Jackson Hole Museums and Historic Sites
Jackson Hole History
Humans have visited the Jackson Hole, Wyoming area as far back as 12,000 years ago. Long-ago hunters and gatherers and eventually the Blackfeet and Shoshone Indians came to this valley and lived in the surrounding lands. It was too cold in the winter to move into the valley but summer found it populated.
Then responding to an ad in the St. Louis Enquirer for hunters to be employed and sent to the Rockies, Davey Jackson and some other men signed on with a large fur company and took over the territory of this beautiful valley to do their fur trapping. From 1826 to 1830, they were successful and made good profits.
Mountain men referred to low-lying valleys as "holes." There was also a tradition of naming the areas after the trappers who worked there most often, so this fertile valley was named after Jackson in 1829.
Jackson Hole became a crossroads for six large trapper trails that converged there. In fact, annual rendezvous were held, similar to our modern-day trade shows. These gatherings allowed the mountain men to gather to eat and drink with other trappers and play their games of skill.
When the fur trade ended in 1845, Jackson Hole became a deserted place, only visited by some wandering tribes and viewed by expeditions going through. The most memorable expedition was the Hayden expedition around 1871. William Henry Jackson was so impressed with this area that he talked the government into making it the nation's first national park.
Settlers finally came in 1883 and increased more and more until in the mid-1890s the valley was dotted with villages. You can see surviving structures from this era when visiting Menor's Ferry near the headquarters of Grand Teton National Park in Moose. In 1897, Jackson was laid out as a town site, and soon there were stores and a bank and a park. Jackson also retains many of its original buildings.
In 1910, big elk herds roamed the valley and started to compete with the cattle for hay. A federal program was born then to assist in feeding the elk and over 24,000 acres were purchased to set up what is now known as the National Elk Refuge. This preserved the ranching life in Jackson Hole.
After 1900, settlers came to realize that big game hunting would be popular here, so ranchers began to branch out, offering themselves as guides and taking in guests. Thus began the concept of "dude ranching." The area became a popular vacation destination because of the national parks in the region.

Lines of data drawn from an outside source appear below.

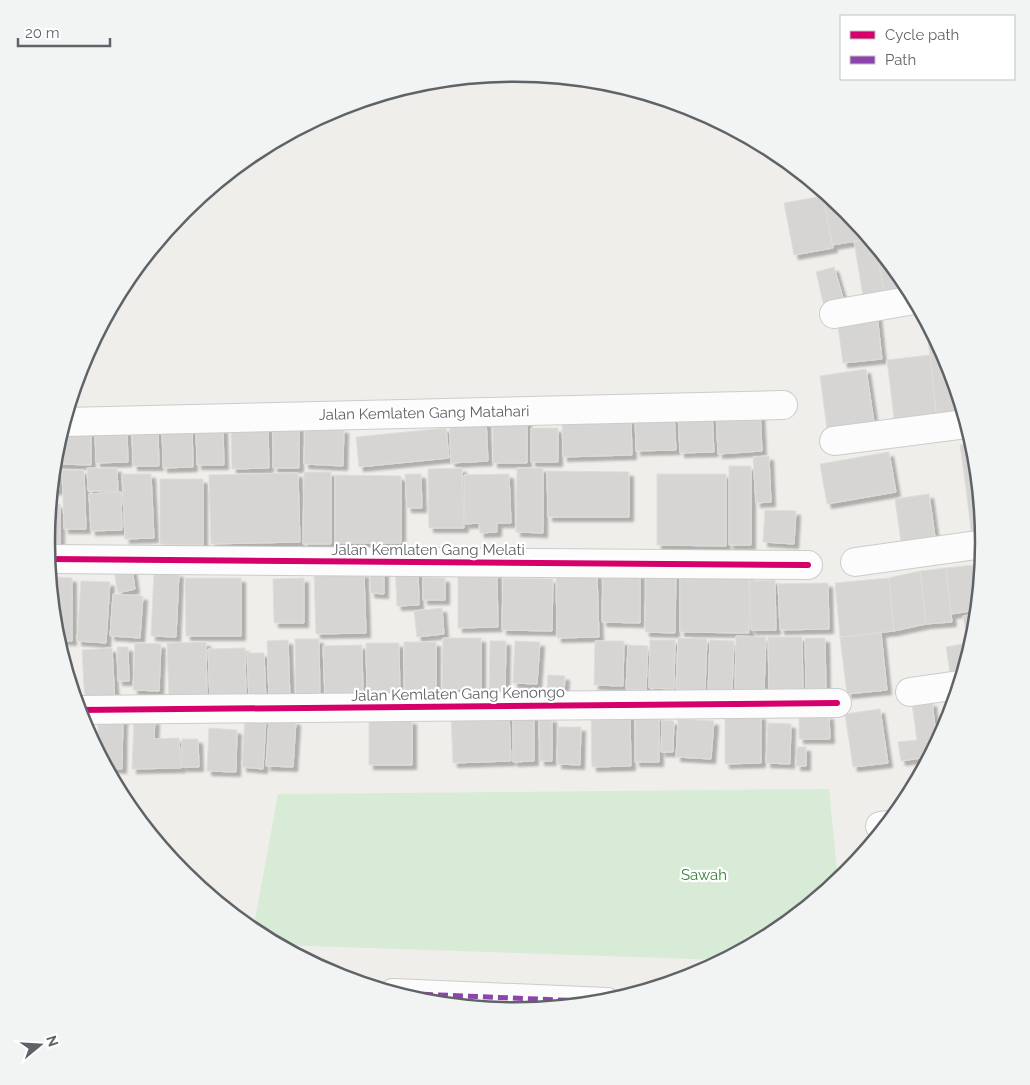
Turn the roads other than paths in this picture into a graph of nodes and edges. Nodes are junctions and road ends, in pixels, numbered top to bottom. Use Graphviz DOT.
graph roads {
  1 [pos="906,301"];
  2 [pos="834,314"];
  3 [pos="783,405"];
  4 [pos="71,422"];
  5 [pos="959,425"];
  6 [pos="834,442"];
  7 [pos="975,545"];
  8 [pos="56,560"];
  9 [pos="855,562"];
  10 [pos="808,565"];
  11 [pos="952,686"];
  12 [pos="910,692"];
  13 [pos="837,703"];
  14 [pos="87,710"];
  15 [pos="428,994"];
  16 [pos="563,1000"];
  1 -- 2 [label="street"];
  3 -- 4 [label="street, Jalan Kemlaten Gang Matahari"];
  5 -- 6 [label="street"];
  7 -- 9 [label="street"];
  8 -- 10 [label="street, Jalan Kemlaten Gang Melati"];
  11 -- 12 [label="street"];
  13 -- 14 [label="street, Jalan Kemlaten Gang Kenongo"];
  15 -- 16 [label="street"];
}
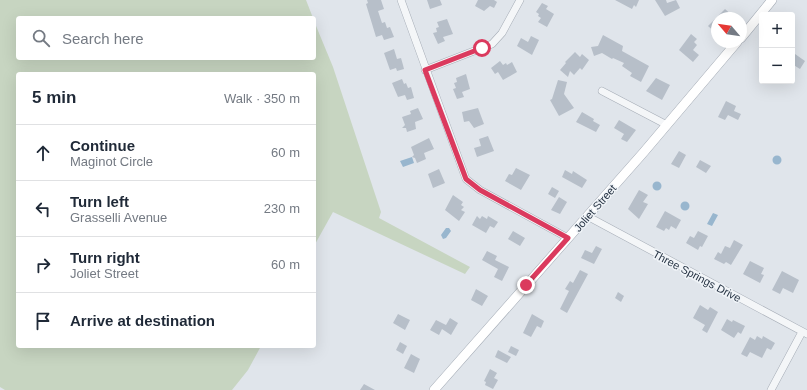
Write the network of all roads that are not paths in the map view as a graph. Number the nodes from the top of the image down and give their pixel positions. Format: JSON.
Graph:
{"nodes":[{"id":1,"x":401,"y":0,"type":"edge"},
{"id":2,"x":520,"y":0,"type":"edge"},
{"id":3,"x":772,"y":0,"type":"edge"},
{"id":4,"x":747,"y":31,"type":"edge"},
{"id":5,"x":732,"y":48,"type":"edge"},
{"id":6,"x":425,"y":70,"type":"junction"},
{"id":7,"x":602,"y":90,"type":"dead end"},
{"id":8,"x":667,"y":126,"type":"junction"},
{"id":9,"x":587,"y":216,"type":"junction"},
{"id":10,"x":568,"y":238,"type":"junction"},
{"id":11,"x":804,"y":333,"type":"edge"},
{"id":12,"x":434,"y":390,"type":"edge"},
{"id":13,"x":771,"y":390,"type":"edge"}],
"edges":[{"from":1,"to":6,"type":"street"},
{"from":2,"to":6,"type":"street"},
{"from":3,"to":4,"type":"street"},
{"from":5,"to":8,"type":"street","name":"Joliet Street"},
{"from":6,"to":10,"type":"street"},
{"from":7,"to":8,"type":"street"},
{"from":8,"to":9,"type":"street","name":"Joliet Street"},
{"from":9,"to":10,"type":"street","name":"Joliet Street"},
{"from":9,"to":11,"type":"street","name":"Three Springs Drive"},
{"from":10,"to":12,"type":"street","name":"Joliet Street"},
{"from":11,"to":13,"type":"street"}]}
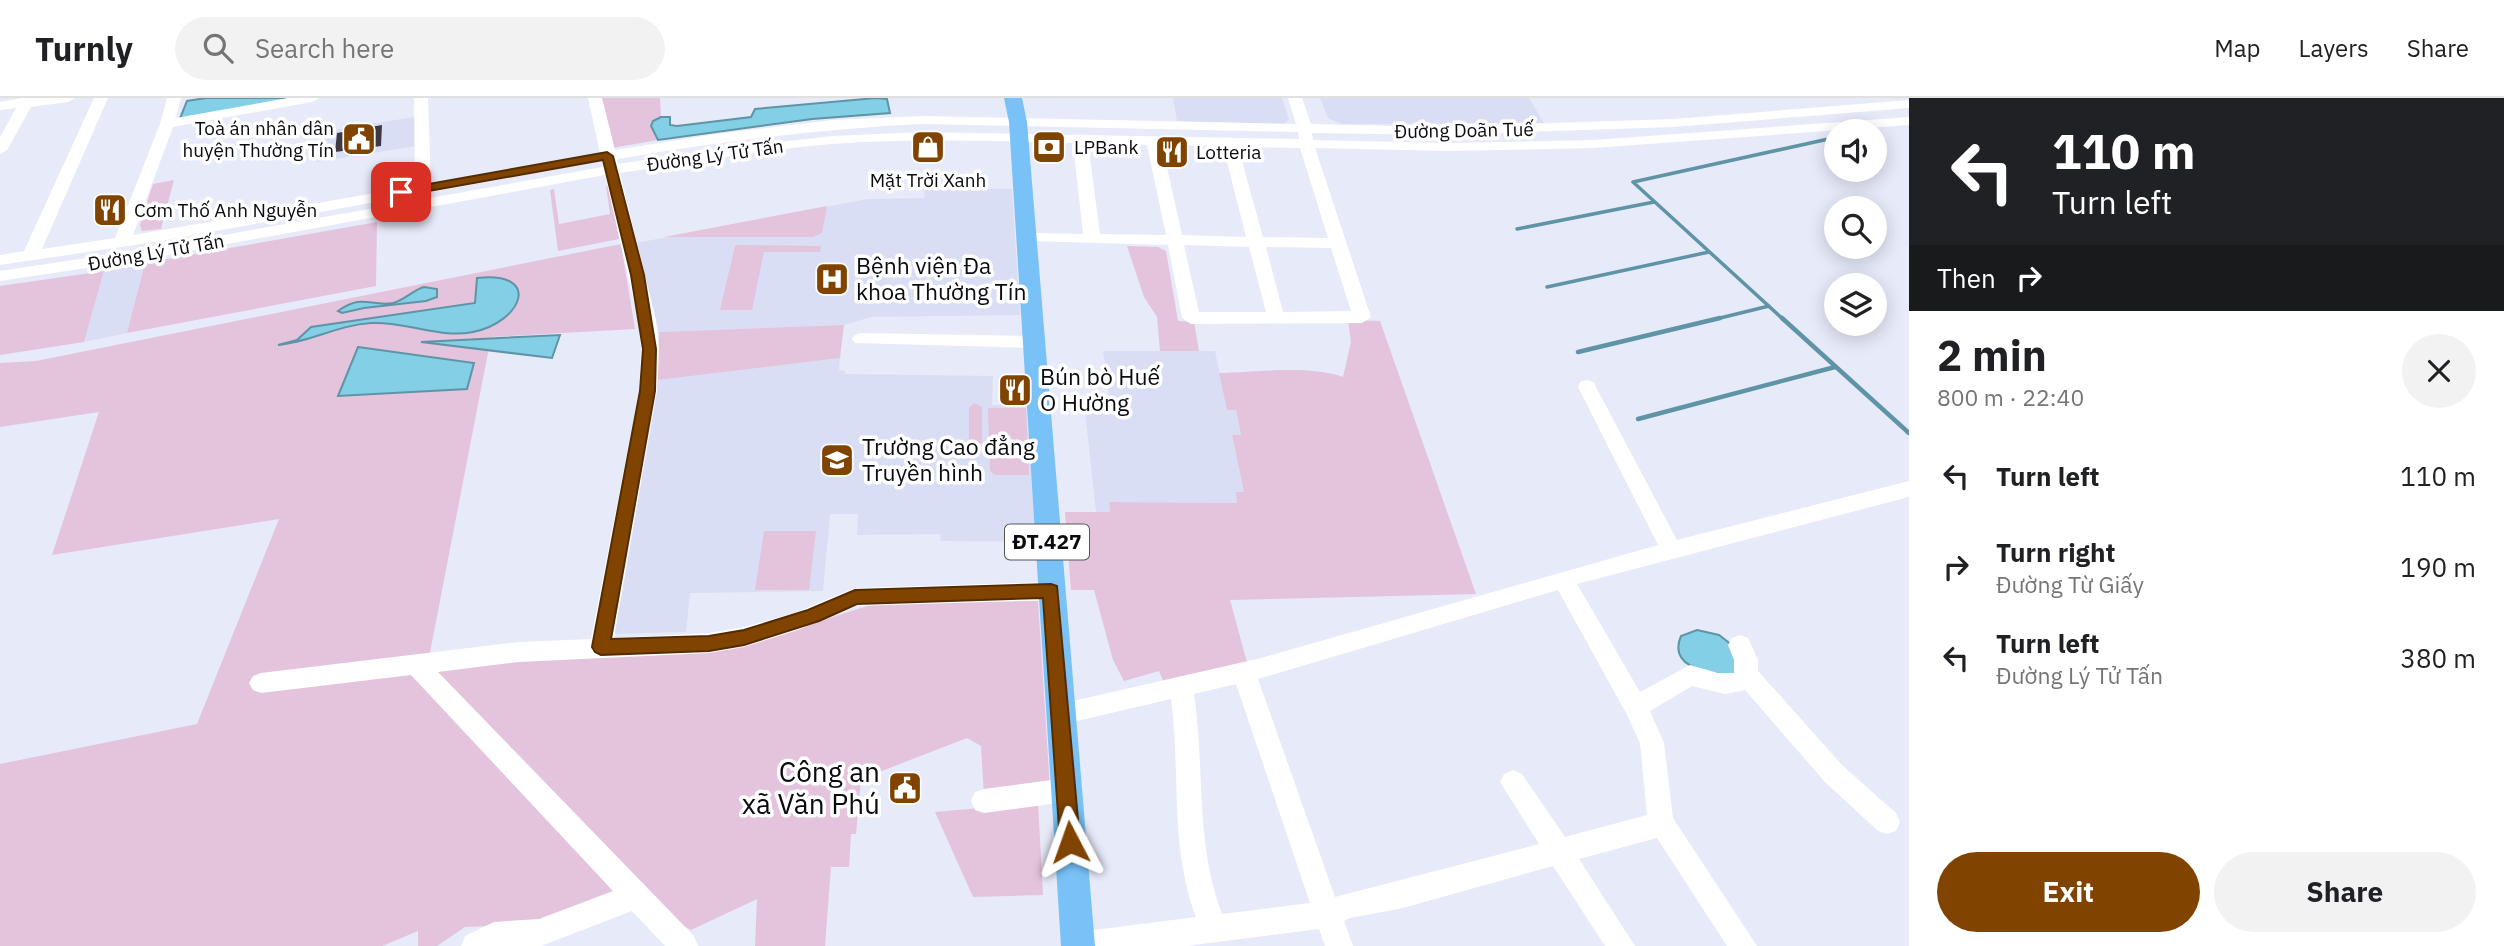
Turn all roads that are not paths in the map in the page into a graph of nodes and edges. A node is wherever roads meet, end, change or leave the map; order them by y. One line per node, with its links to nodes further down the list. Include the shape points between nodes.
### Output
1 (68, 98): 9 (street)
2 (102, 98): 29 (street)
3 (174, 98): 13 (street)
4 (312, 98): 13 (street)
5 (421, 98): 21 (street)
6 (595, 98): 20 (street)
7 (1013, 98): 14 (main road, ĐT.427)
8 (1295, 98): 15 (street)
9 (28, 100): 11 (street); 19 (street)
10 (1909, 104): 15 (street, Đường Doãn Tuế, via 1583,128)
11 (0, 106)
12 (1909, 121): 15 (street, Đường Doãn Tuế, via 1593,144 1448,147)
13 (167, 124): 25 (street)
14 (1022, 132): 15 (street, Đường Doãn Tuế); 16 (street, Đường Doãn Tuế); 20 (street, Đường Lý Tử Tấn, via 738,143); 28 (main road, ĐT.427)
15 (1305, 137): 18 (street, Đường Doãn Tuế); 27 (street)
16 (1080, 139): 17 (street, Đường Doãn Tuế); 23 (street)
17 (1154, 141): 18 (street, Đường Doãn Tuế); 24 (street)
18 (1230, 143): 26 (street)
19 (0, 150)
20 (609, 163): 21 (street, Đường Lý Tử Tấn); 22 (street, Đường Lý Tử Tấn); 41 (street, via 638,275 650,349 648,391)
21 (423, 189): 22 (street, Đường Lý Tử Tấn)
22 (401, 200): 25 (street, Đường Lý Tử Tấn); 31 (street, Đường Lý Tử Tấn, via 146,254)
23 (1092, 239): 24 (street); 28 (street)
24 (1176, 240): 26 (street); 32 (street, via 1191,318)
25 (122, 242): 29 (street, Đường Lý Tử Tấn)
26 (1255, 242): 27 (street); 32 (street)
27 (1336, 243): 32 (street, via 1363,317)
28 (1030, 244): 34 (main road, ĐT.427)
29 (31, 255): 30 (street, Đường Lý Tử Tấn)
30 (0, 260)
31 (0, 276)
32 (1276, 318)
33 (861, 339): 34 (street)
34 (1034, 342): 39 (main road, ĐT.427)
35 (1587, 387): 37 (street)
36 (1909, 489): 37 (street)
37 (1671, 549): 38 (street)
38 (1563, 579): 43 (street); 47 (street)
39 (1051, 591): 41 (street, via 855,597 813,616 744,637 709,643); 48 (main road, ĐT.427)
40 (1740, 645): 44 (street)
41 (601, 647): 42 (street)
42 (416, 665): 45 (street); 55 (street)
43 (1252, 670): 46 (street); 56 (street)
44 (1746, 676): 47 (street, via 1737,684 1727,684 1690,675); 52 (street, via 1834,774)
45 (261, 682)
46 (1181, 685): 48 (street); 57 (street, via 1193,856 1200,893)
47 (1636, 707): 53 (street, via 1651,743)
48 (1060, 714): 50 (main road, ĐT.427)
49 (1513, 782): 54 (street)
50 (1066, 790): 51 (street); 60 (main road, ĐT.427)
51 (984, 801)
52 (1887, 822)
53 (1661, 826): 54 (street); 63 (street)
54 (1558, 850): 56 (street); 62 (street)
55 (637, 896): 58 (street, via 539,933 494,936); 59 (street)
56 (1337, 910): 57 (street); 61 (street)
57 (1215, 930): 60 (street)
58 (475, 946)
59 (684, 946)
60 (1078, 946)
61 (1339, 946)
62 (1621, 946)
63 (1743, 946)

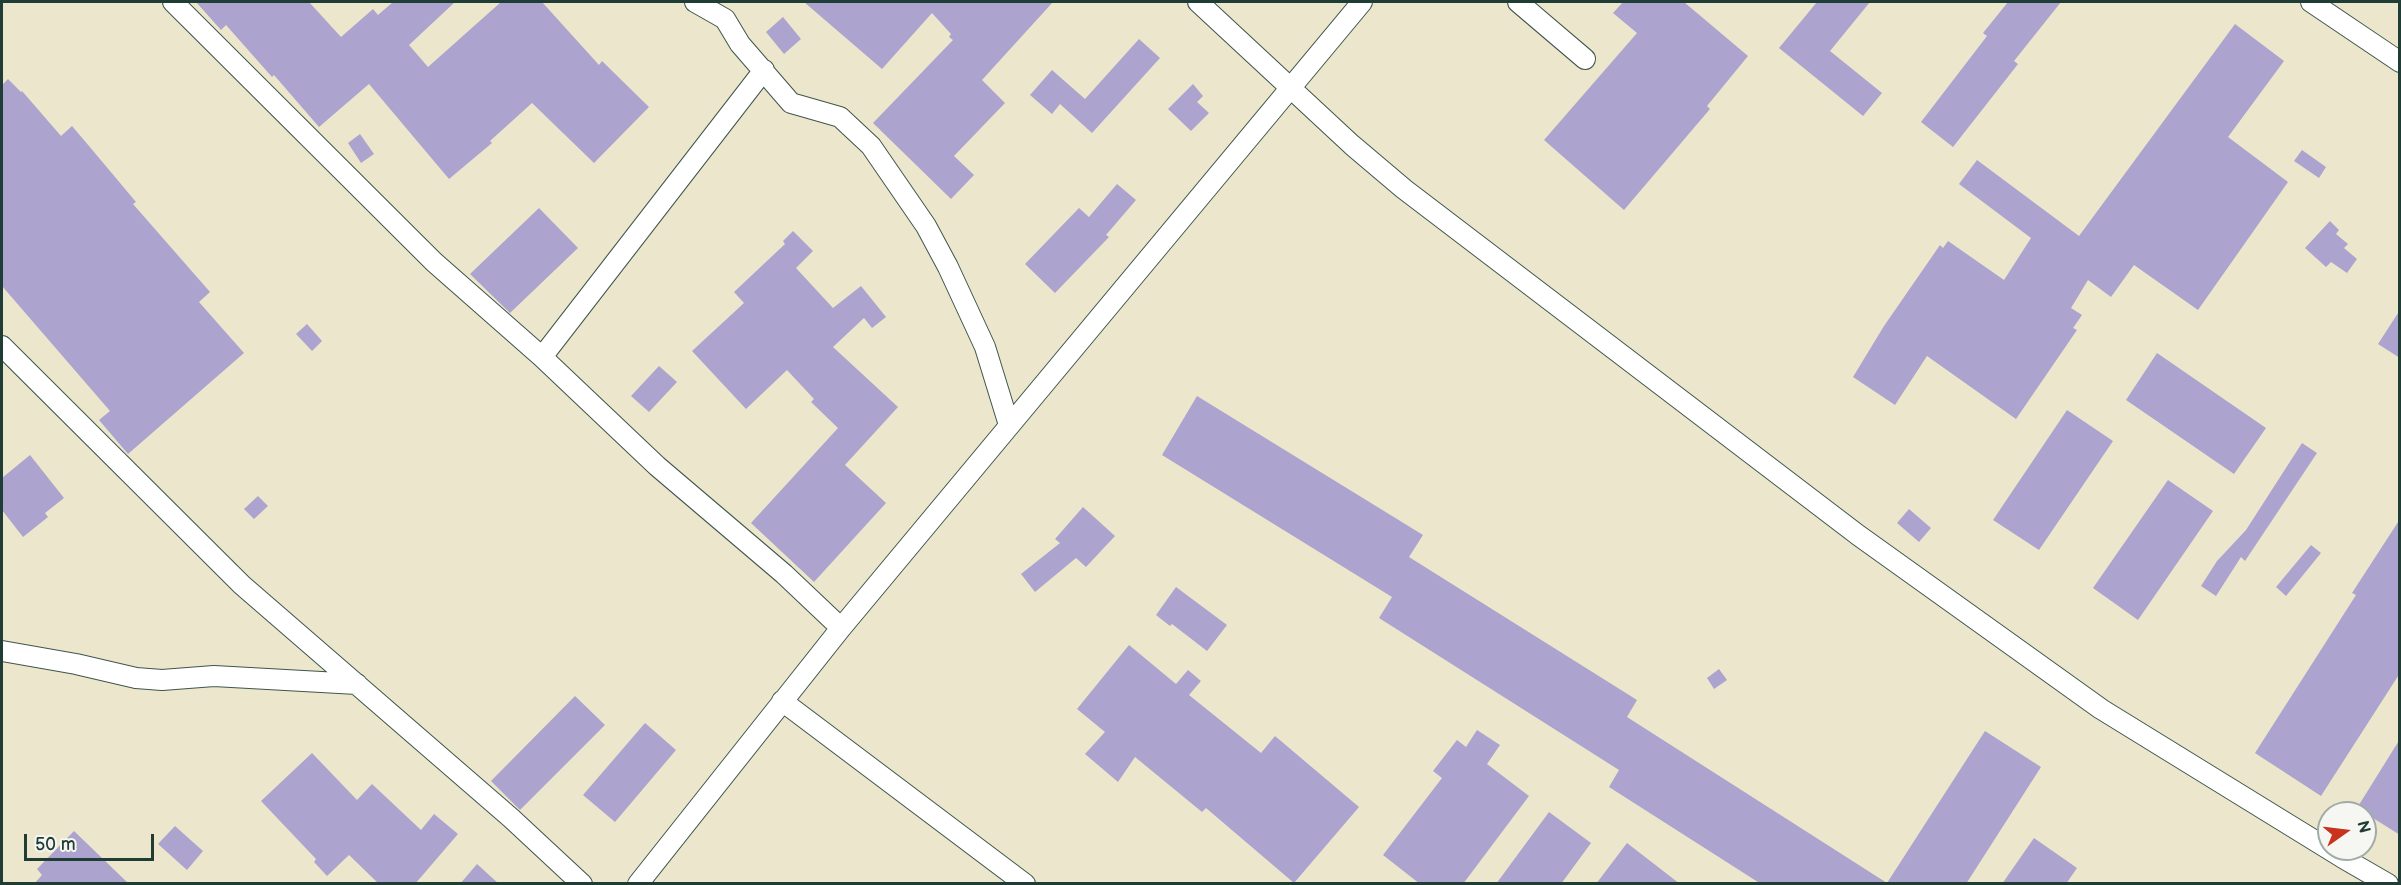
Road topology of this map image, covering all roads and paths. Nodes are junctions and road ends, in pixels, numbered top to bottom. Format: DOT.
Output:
graph roads {
  1 [pos="173,2"];
  2 [pos="695,2"];
  3 [pos="1198,2"];
  4 [pos="1362,2"];
  5 [pos="1518,2"];
  6 [pos="2311,2"];
  7 [pos="1585,59"];
  8 [pos="2400,62"];
  9 [pos="764,70"];
  10 [pos="1289,88"];
  11 [pos="2,346"];
  12 [pos="542,357"];
  13 [pos="1009,425"];
  14 [pos="841,628"];
  15 [pos="2,651"];
  16 [pos="357,684"];
  17 [pos="782,700"];
  18 [pos="582,884"];
  19 [pos="638,884"];
  20 [pos="1024,884"];
  21 [pos="2388,884"];
  1 -- 12 [label="street"];
  2 -- 9 [label="street"];
  3 -- 10 [label="street"];
  4 -- 10 [label="street"];
  5 -- 7 [label="street"];
  6 -- 8 [label="street"];
  9 -- 12 [label="street"];
  9 -- 13 [label="street"];
  10 -- 13 [label="street"];
  10 -- 21 [label="street"];
  11 -- 16 [label="street"];
  12 -- 14 [label="street"];
  13 -- 14 [label="street"];
  14 -- 17 [label="street"];
  15 -- 16 [label="street"];
  16 -- 18 [label="street"];
  17 -- 19 [label="street"];
  17 -- 20 [label="street"];
}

As tourism began to replace ranching, things took off. President Roosevelt designated the land around the Tetons as a national monument and in 1950, Grand Teton National Park was created by Congress.
Currently Jackson Hole is a favorite playground the year round for all sorts of outdoor enthusiasts. People come from all over the world for the area's exciting snowboarding, skiing, rock climbing and hiking. Water sports are abound, with plenty of whitewater fun.